Remember, QE programs are not bond positive. They create inflation, and ultimately cause the long end to sell off. If I were to pick a reason for the bund carnage, I would say Draghi’s renewed commitment to following through with his QE program was the single most bearish factor in yesterday’s portion of the sell off.
But the reality is bunds are in a bear market. We had a huge move off the 0.05% bat shit crazy top in the bund market. It then consolidated for a couple of weeks. And the selling has now resumed. It’s that simple.
It’s not like a 95 basis point 10 year is some stupid high level. It is still an incredibly low yield. In fact, the ECB welcomes a steeper yield curve. When German 10 year yields were 0.05% and shorter maturities were all negative, the market was not functioning correctly. A flat yield curve anchored by negatives rates is not the stuff of a healthy financial market. This return to normalcy is a necessary condition for the European economy to start recovering.
It’s the speed that’s a problem
The German 10 year bund yield level is not a problem. But the speed at which it is zinging around is a big deal. When volatility increases, market participants are forced to reduce position sizes. This causes more selling, which increases volatility, and causes market participants to sell even more. The financial system has never been more leveraged and hung together by a shoe string.
Yet chances are the bund selling is overdone. I wouldn’t advocate trying to catch this falling knife, but it is getting that panicky feel. If you are shorting down here, you are counting on a bigger move than the 1998 LTCM credit crisis. Sure it might happen, but it is probably not the right bet.
What really scares me
Rather than betting on the bund selling continuing, it might be a good idea to think about shorting other financial assets. During the past two years, the massive bull market in European interest rates was one of the driving forces in the relentless bid to many financial markets. German bunds went from 2% at the end of 2013 before hitting 0.05% in the first quarter of 2015. On the way, many market participants bought a wide variety of different financial assets simply because they were cheap relative to German Bunds. Mexico 100 year bonds at 4%? Sure, put me in for 20MM – they beat buying bunds at yields with single digits. US 30 year treasuries at 2.6%? Look at that pickup versus bunds. I’ll take 50MM. European banks stocks yielding over 2%? Sounds awesome. Get me on the bid for 30MM. The German bund rally caused a tremendous amount of other financial assets to be pushed way higher than would have otherwise been the case.
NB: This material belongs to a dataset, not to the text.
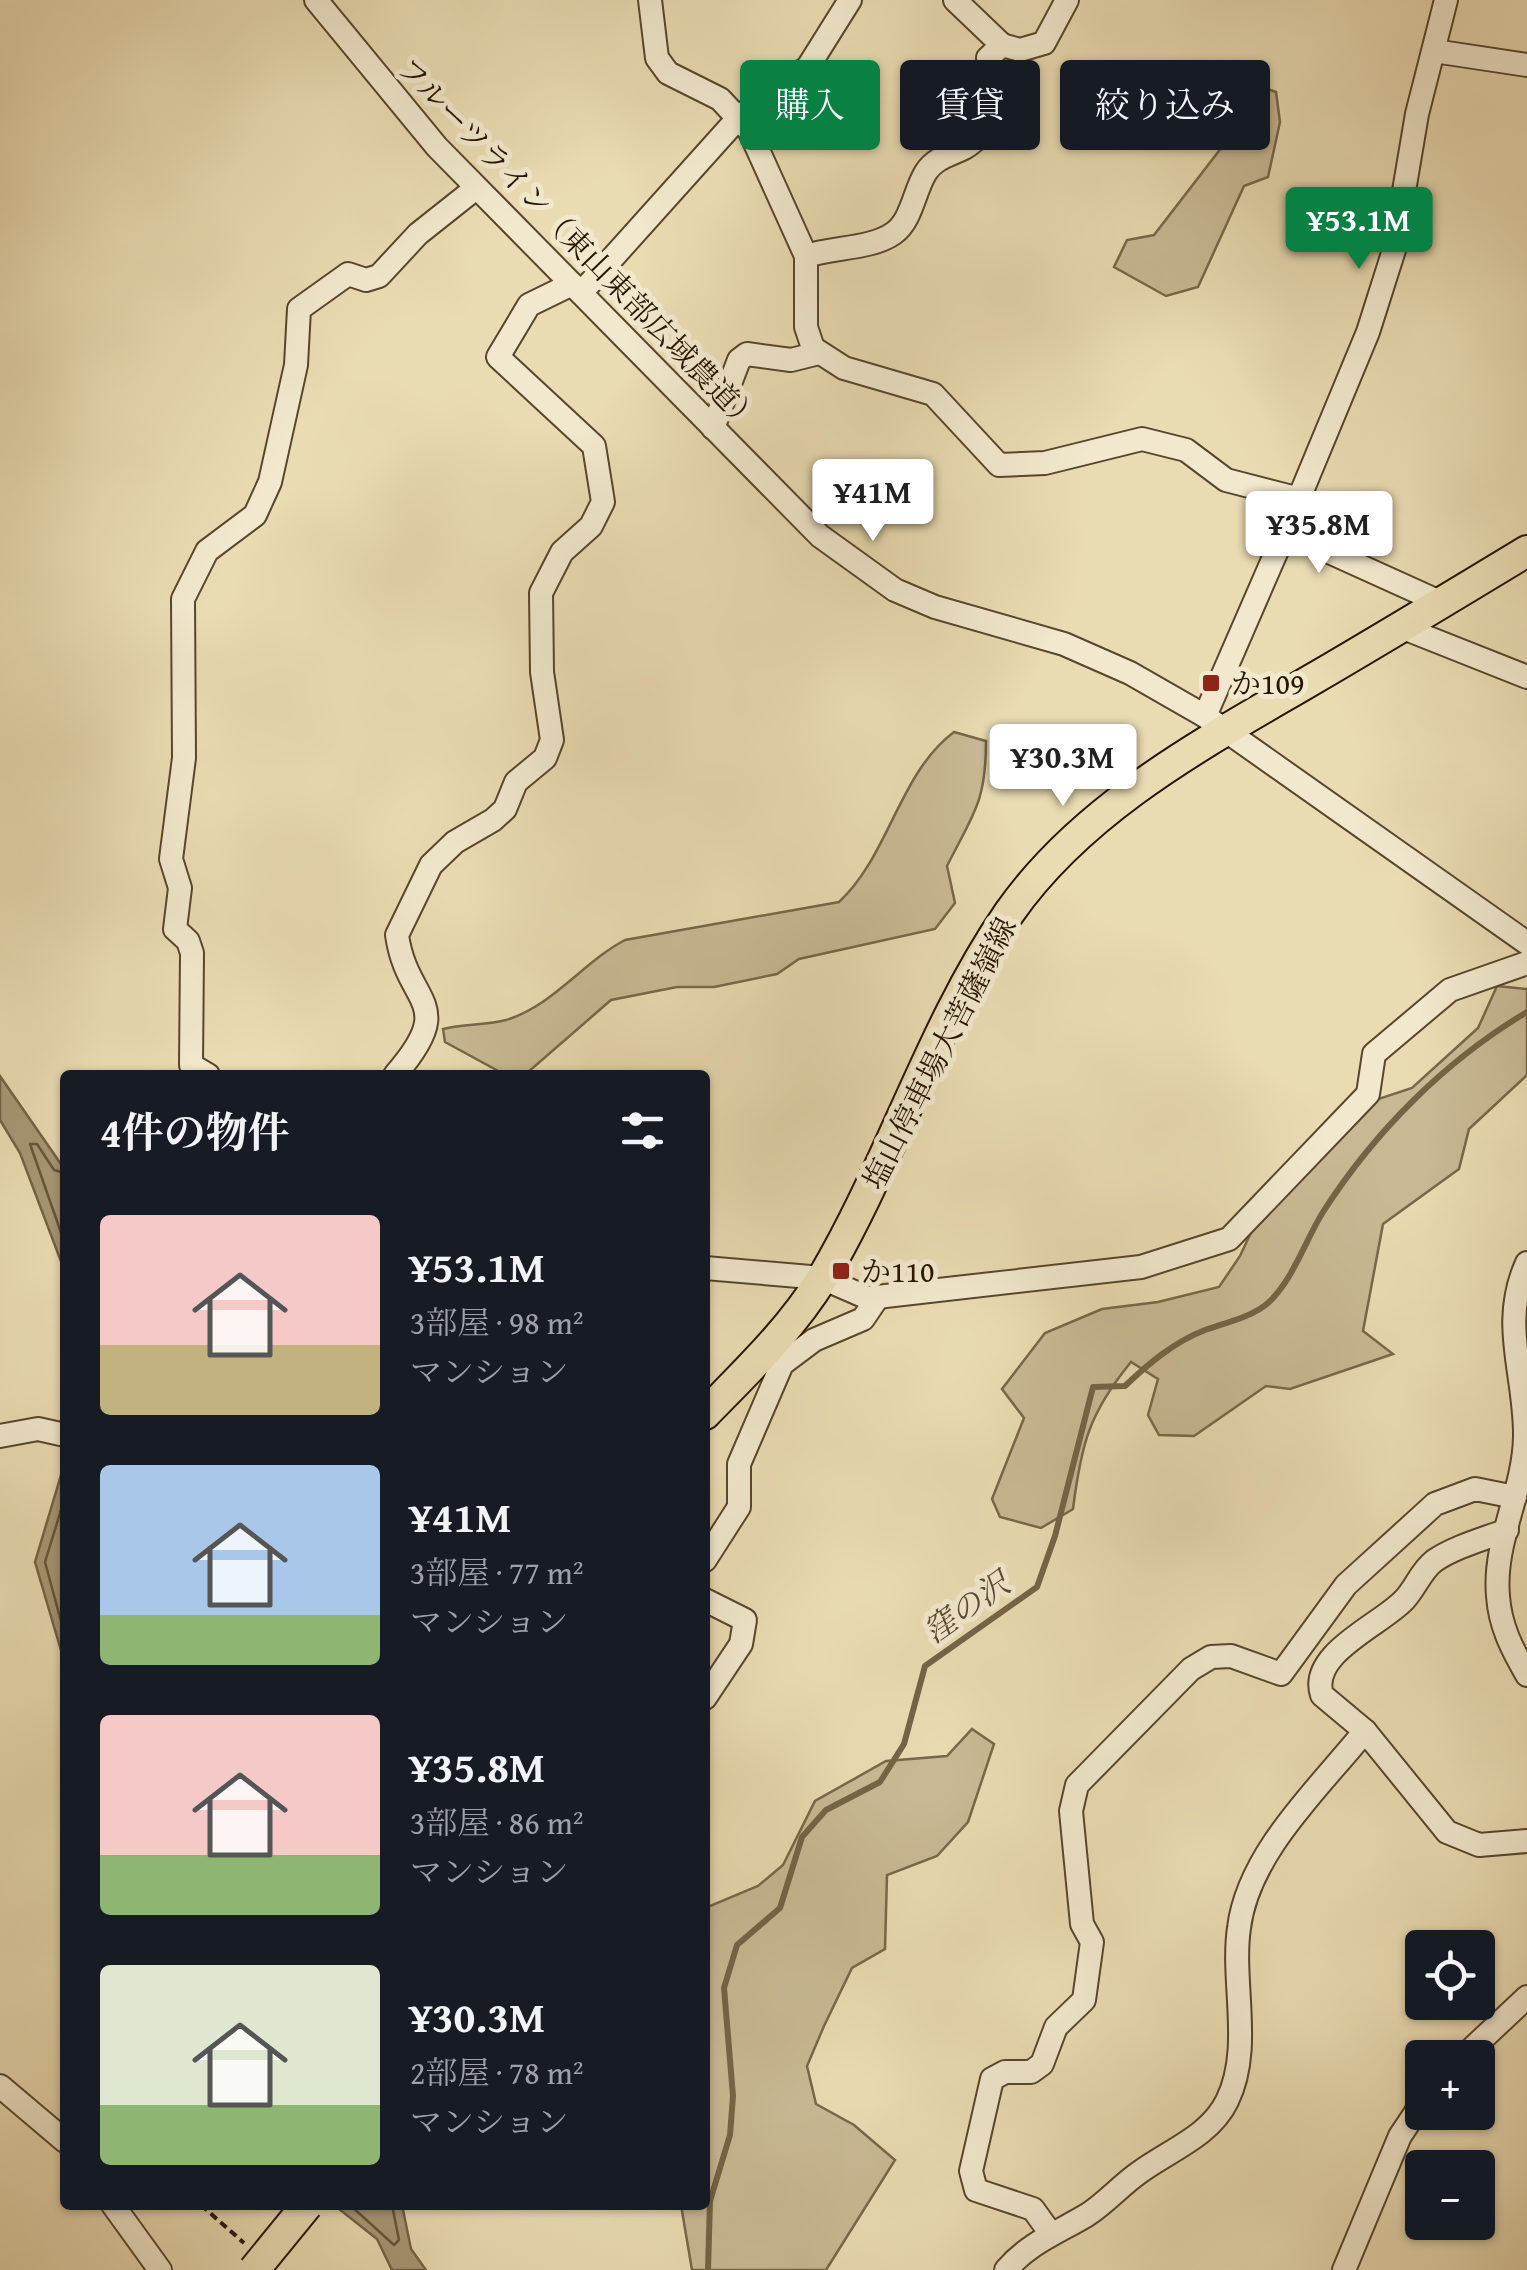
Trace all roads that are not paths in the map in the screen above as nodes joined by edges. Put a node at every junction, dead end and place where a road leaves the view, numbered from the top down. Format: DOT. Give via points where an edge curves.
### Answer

Now that the German bund has shit the bed, these other assets will be under pressure. The selling has so far been rather contained, but my suspicion is the increase in bund volatility will translate into other financial assets becoming more volatile.
Many stock markets were already trading poorly, and the sudden collapse in German bunds is the last thing they need. The financial markets are an interconnected delicate house of cards. When one of the players starts flailing around, it increases the chances the whole thing comes tumbling down.
Don’t underestimate the importance of the recent volatility in bunds. And if you are bearish on bunds, think about betting on some other asset’s decline instead of shorting bunds. Volatility works both ways, and I am scared we could easily get a bund face ripper higher in the coming days. But even if we get a short squeeze in bunds, this will still weigh heavily on other asset classes. Increased volatility either way will cause participants to wind down trades.
If they owned a funeral parlour
For those who are short and contemplating covering, I offer you the following value added commentary this morning:
Fair value for Bund yield is 1.45%, says Morgan Stanley, citing money market rates, expected path for those rates, growth and inflation.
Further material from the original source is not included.